**Prompt:** From the entries below, gather each line containing the word "node".

**Records to process:**
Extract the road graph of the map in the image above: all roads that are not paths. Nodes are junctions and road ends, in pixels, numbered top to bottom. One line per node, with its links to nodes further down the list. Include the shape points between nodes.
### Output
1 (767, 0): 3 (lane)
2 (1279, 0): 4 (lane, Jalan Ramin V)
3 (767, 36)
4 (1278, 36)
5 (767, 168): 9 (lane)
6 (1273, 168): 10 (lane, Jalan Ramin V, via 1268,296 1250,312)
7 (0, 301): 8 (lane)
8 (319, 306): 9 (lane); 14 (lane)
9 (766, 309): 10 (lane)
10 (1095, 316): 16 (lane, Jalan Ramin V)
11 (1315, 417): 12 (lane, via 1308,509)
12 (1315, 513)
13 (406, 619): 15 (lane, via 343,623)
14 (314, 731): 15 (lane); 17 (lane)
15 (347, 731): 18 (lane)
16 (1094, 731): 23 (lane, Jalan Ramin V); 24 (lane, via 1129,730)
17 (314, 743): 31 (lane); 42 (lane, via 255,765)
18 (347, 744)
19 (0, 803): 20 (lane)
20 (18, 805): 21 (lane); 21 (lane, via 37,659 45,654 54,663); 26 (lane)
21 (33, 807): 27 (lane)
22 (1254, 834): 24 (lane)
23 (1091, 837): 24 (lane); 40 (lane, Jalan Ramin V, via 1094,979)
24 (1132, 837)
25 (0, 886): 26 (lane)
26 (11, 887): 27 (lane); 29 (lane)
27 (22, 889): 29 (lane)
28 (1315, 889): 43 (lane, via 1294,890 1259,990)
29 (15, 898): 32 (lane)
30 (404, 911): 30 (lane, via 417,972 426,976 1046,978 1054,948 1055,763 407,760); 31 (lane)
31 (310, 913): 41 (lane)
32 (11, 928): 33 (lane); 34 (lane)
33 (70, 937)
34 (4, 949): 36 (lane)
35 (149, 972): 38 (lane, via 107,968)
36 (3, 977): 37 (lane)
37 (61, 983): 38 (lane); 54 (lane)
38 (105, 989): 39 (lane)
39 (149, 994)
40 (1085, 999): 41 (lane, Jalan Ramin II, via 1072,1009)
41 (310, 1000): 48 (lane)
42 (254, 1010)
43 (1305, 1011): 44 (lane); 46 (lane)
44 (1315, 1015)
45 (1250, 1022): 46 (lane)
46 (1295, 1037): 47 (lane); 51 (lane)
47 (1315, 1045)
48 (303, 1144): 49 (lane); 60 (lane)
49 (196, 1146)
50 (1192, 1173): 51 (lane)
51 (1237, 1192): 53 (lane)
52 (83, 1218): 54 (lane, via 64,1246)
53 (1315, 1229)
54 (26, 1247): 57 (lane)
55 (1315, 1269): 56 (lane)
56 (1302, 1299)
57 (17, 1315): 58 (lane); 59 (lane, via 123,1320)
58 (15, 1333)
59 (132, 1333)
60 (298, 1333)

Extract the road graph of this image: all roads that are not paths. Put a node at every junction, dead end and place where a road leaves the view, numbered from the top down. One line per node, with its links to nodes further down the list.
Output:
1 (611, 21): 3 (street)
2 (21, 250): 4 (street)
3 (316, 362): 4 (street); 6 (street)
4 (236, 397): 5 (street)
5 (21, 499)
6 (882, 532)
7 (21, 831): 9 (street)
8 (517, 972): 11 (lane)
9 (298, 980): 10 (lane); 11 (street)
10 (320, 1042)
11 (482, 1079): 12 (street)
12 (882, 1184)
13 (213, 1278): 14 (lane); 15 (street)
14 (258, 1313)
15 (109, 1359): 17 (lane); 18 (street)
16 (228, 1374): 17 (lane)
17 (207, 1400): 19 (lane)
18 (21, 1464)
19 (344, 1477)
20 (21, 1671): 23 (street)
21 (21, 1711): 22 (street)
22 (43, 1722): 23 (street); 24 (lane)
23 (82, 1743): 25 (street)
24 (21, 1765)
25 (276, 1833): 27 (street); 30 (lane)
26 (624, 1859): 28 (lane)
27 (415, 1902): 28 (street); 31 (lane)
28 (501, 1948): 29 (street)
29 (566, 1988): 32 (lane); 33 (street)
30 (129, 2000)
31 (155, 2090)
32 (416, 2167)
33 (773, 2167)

**The completed task:**
Extract the road graph of the map in the image above: all roads that are not paths. Nodes are junctions and road ends, in pixels, numbered top to bottom. One line per node, with its links to nodes further down the list. Include the shape points between nodes.
Extract the road graph of this image: all roads that are not paths. Put a node at every junction, dead end and place where a road leaves the view, numbered from the top down. One line per node, with its links to nodes further down the list.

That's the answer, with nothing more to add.